In [1]:
%load_ext autoreload
%autoreload 2
import io_backend_v3 as io

**Note: this notebook requires `io_backend.py` and `compModel.js` to be in the same directory**

External Merge Sort
------------------

Sorting big data is easy!

In [2]:
import random
x = list(range(1000000)); random.shuffle(x)
%time x.sort()

CPU times: user 522 ms, sys: 5.92 ms, total: 528 ms
Wall time: 533 ms


Except that sorting a million integers isn't cool... you know what's cool?  Sorting a billion!  Try it!

Just kidding! (Hint: if you took the above seriously, select "Kernel >> Restart" in the notebook menu bar and then select "Clear all outputs & restart" to save your computer)

What actually happens when someone- or more pertinently, some DBMS- wants to sort data that is bigger than main memory (e.g.
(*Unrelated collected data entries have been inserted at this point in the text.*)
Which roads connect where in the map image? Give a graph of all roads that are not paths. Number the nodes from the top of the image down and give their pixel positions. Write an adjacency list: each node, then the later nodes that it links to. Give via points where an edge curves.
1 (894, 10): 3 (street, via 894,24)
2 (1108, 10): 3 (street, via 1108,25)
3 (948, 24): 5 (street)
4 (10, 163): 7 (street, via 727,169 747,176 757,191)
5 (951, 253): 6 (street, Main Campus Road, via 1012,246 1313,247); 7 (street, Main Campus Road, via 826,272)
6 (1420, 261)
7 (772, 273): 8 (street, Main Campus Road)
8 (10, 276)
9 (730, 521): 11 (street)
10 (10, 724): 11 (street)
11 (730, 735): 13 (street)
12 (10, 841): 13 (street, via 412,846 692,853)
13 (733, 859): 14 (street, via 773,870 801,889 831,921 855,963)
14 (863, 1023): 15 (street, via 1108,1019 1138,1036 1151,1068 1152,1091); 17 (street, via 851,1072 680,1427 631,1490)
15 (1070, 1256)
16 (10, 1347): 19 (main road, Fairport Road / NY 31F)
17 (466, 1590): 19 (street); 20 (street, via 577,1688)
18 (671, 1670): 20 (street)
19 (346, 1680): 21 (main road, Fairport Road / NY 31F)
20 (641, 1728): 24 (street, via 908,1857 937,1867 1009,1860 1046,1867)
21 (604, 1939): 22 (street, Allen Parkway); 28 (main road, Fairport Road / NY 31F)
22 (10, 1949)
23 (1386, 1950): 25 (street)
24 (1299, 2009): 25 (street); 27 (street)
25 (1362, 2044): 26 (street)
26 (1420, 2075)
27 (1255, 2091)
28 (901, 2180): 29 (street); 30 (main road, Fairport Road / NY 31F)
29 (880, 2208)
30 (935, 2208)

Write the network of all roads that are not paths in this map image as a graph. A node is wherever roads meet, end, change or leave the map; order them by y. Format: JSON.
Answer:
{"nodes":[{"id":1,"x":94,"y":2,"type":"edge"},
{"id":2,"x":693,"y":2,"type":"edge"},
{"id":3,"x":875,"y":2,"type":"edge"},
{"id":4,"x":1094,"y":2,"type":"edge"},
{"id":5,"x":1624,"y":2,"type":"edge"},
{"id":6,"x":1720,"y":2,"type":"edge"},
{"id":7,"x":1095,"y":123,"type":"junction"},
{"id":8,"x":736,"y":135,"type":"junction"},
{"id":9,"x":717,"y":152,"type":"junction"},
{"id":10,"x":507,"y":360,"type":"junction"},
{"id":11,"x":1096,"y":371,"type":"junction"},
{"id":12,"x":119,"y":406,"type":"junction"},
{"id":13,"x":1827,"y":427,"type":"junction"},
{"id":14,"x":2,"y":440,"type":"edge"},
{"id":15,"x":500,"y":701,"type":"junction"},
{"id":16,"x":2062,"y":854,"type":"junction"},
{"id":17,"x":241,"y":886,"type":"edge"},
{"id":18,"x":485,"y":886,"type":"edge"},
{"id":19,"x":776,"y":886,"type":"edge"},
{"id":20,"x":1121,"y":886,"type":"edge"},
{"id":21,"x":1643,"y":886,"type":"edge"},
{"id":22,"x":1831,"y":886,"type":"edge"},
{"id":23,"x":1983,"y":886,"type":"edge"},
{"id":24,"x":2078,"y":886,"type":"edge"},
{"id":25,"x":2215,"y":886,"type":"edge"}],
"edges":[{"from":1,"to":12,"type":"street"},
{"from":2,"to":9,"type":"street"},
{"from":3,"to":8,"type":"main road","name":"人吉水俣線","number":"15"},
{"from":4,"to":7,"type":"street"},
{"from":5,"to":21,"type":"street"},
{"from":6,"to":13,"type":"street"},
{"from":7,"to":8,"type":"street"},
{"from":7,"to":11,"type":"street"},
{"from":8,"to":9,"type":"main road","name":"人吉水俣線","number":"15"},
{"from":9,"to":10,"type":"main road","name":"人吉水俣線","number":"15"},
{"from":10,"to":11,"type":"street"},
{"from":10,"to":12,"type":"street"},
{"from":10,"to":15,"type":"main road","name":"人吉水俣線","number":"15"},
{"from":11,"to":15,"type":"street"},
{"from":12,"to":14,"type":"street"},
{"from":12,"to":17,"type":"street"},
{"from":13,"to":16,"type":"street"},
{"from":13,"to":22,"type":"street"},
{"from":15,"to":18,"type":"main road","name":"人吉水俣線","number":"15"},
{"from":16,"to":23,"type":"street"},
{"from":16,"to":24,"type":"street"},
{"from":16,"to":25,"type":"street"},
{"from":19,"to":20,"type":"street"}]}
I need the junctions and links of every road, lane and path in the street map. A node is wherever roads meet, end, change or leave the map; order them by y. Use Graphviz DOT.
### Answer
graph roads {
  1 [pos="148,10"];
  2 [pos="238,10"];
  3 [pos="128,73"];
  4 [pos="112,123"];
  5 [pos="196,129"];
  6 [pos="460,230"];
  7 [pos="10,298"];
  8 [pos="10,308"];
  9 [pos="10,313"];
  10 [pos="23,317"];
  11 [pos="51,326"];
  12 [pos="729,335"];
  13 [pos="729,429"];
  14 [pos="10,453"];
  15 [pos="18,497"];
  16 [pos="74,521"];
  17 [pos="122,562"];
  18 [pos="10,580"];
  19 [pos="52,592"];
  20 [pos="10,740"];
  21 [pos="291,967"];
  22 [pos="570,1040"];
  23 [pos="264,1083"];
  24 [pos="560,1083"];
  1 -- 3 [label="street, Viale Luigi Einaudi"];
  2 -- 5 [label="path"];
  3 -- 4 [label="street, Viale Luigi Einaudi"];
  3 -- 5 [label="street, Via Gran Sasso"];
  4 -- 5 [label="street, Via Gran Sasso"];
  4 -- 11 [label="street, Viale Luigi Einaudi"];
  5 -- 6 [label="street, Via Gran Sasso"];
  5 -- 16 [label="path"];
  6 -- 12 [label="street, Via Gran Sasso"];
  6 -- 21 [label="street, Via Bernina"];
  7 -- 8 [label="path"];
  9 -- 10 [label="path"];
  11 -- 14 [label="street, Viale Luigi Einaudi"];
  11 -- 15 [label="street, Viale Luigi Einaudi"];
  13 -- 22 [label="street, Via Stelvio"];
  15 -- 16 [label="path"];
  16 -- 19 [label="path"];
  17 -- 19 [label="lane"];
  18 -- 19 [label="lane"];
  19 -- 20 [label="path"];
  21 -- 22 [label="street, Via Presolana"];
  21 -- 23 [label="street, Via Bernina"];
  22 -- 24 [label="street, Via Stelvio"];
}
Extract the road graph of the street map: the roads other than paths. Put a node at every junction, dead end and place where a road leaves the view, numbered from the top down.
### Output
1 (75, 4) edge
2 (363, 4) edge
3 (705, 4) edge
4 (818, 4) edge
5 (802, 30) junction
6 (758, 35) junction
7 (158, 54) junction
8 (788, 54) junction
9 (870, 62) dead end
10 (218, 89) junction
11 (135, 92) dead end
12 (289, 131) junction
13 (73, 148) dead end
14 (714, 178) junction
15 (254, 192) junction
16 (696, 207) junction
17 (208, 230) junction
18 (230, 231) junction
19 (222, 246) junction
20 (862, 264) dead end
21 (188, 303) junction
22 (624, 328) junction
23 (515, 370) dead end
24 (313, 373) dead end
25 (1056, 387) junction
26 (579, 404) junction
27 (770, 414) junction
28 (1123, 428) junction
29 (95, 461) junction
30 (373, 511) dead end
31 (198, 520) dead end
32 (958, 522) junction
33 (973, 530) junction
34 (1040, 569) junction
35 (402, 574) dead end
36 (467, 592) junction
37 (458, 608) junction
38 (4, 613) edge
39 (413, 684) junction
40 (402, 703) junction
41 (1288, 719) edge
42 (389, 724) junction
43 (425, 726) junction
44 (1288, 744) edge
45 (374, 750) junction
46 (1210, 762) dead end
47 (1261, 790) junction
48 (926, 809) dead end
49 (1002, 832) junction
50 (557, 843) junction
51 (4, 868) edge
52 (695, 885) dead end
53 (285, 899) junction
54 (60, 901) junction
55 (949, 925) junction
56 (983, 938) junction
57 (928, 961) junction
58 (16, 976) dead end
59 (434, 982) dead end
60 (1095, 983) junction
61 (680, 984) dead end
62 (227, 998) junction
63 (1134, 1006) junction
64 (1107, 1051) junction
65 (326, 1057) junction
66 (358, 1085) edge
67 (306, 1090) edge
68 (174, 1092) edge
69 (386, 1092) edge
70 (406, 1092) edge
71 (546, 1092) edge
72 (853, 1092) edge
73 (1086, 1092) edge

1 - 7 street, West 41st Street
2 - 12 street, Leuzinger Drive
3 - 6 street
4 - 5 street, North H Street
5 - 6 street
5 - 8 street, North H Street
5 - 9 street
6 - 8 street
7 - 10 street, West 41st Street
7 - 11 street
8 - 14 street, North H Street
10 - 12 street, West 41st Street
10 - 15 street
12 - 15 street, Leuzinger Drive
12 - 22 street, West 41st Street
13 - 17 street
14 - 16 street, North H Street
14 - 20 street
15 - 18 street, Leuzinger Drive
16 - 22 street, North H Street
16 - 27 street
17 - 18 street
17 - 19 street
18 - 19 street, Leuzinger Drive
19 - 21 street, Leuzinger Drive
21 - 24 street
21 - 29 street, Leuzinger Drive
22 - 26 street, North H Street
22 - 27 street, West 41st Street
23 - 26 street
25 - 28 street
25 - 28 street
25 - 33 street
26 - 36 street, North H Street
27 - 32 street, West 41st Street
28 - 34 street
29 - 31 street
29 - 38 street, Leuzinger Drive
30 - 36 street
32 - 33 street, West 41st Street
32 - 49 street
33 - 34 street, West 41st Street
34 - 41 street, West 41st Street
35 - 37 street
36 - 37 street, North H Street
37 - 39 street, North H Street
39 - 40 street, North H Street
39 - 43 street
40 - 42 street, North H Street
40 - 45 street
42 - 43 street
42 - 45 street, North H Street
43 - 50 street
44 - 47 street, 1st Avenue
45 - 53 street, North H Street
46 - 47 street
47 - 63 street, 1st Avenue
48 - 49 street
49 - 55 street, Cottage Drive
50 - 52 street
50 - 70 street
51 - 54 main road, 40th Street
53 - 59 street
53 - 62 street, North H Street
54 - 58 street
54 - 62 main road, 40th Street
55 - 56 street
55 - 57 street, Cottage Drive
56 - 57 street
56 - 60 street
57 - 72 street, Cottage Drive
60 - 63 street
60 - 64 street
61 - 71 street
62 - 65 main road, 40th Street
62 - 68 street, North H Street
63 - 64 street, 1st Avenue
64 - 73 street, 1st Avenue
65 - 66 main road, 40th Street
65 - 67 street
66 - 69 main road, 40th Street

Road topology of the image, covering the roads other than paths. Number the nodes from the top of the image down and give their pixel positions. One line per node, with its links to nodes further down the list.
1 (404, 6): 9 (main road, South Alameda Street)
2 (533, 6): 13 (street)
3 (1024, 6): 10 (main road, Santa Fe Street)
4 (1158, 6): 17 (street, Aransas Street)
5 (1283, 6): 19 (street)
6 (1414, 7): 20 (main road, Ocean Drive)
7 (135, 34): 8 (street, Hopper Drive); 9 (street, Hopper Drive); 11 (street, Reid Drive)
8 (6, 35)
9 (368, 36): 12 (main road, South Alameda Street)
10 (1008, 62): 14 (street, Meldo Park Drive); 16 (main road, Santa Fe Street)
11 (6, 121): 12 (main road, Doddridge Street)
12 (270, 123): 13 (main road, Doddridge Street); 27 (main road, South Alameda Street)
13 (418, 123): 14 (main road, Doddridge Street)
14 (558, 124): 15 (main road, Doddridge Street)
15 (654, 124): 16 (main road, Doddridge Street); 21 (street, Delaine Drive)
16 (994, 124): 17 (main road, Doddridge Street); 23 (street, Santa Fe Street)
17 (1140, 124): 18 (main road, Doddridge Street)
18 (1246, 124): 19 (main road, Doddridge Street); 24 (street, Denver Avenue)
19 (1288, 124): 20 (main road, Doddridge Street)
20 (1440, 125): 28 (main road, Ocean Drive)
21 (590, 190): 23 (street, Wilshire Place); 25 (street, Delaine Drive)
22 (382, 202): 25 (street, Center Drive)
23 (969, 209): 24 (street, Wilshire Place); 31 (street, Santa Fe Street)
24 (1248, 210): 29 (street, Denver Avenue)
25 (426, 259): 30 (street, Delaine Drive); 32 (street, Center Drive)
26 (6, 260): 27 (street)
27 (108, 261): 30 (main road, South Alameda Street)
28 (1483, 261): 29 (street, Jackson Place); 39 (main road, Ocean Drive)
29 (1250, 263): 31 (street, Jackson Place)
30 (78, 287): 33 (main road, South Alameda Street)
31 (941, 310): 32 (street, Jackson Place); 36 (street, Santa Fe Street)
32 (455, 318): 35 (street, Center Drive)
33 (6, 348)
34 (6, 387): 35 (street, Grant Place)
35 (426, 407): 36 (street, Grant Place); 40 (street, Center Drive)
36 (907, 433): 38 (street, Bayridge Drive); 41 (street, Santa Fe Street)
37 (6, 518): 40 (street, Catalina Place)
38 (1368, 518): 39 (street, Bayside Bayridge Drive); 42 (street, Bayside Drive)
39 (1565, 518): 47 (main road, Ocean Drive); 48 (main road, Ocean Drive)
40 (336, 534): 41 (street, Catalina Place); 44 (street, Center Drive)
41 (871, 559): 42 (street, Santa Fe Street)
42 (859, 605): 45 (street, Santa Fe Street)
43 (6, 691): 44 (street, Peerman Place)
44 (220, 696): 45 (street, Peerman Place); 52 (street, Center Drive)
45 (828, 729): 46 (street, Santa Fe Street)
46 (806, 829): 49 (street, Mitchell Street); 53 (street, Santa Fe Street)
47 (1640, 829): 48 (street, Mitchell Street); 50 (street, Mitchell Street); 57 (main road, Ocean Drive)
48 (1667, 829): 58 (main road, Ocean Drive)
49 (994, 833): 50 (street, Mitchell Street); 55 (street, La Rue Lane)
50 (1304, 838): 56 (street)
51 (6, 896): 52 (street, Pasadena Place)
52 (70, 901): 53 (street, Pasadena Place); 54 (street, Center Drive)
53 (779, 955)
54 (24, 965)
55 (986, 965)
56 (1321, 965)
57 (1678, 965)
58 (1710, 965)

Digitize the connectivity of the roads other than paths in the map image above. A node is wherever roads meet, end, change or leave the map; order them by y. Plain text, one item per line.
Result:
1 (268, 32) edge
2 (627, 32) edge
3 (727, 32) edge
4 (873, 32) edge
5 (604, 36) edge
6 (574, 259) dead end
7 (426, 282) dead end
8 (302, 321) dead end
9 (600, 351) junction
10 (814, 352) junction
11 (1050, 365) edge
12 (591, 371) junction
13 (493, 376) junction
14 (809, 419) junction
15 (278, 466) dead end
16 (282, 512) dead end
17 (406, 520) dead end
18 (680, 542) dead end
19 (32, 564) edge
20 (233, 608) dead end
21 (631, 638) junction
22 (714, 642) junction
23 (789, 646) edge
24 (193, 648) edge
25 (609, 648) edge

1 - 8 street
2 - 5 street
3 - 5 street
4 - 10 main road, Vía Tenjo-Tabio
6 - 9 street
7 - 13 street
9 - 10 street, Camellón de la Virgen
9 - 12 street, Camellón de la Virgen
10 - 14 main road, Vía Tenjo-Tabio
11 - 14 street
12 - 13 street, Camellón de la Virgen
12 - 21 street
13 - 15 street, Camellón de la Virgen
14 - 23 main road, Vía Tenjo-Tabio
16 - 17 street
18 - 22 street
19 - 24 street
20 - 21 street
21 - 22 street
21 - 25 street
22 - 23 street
RAM)?  For example, the rows of a very large table in a database?

In this notebook we'll look at one classic algorithm for doing this efficently: **external merge sort**.

Step 1: External Merge
---------------------

First, we'll look at a simple way to efficiently merge a file larger than memory.  Suppose we have the following scenario:
* _Input:_ Two sorted lists of length $N$ and $M$
* _Output:_ One sorted list of length $N+M$

We will see a way to do this that requires at least 3 buffer pages, and is $O(2*(M+N))$:

In [3]:
def min_non_null_idx(a):
    arr = filter(lambda x : x[1] is not None, enumerate(a))
    return min(arr, key=lambda x : x[1])

def external_merge(b, file_in_ids, erase=False):
    P = b.page_size
    if len(file_in_ids) + 1 > b.buffer_size:
        raise Exception("Too many files for buffer size.")

    # A FileIterator will iterate through elements of a file's pages
    # reading in & releasing pages so as to take up one page in buffer
    fis = [io.FileIterator(b, fid) for fid in file_in_ids]
    elements = [fi.get_next() for fi in fis]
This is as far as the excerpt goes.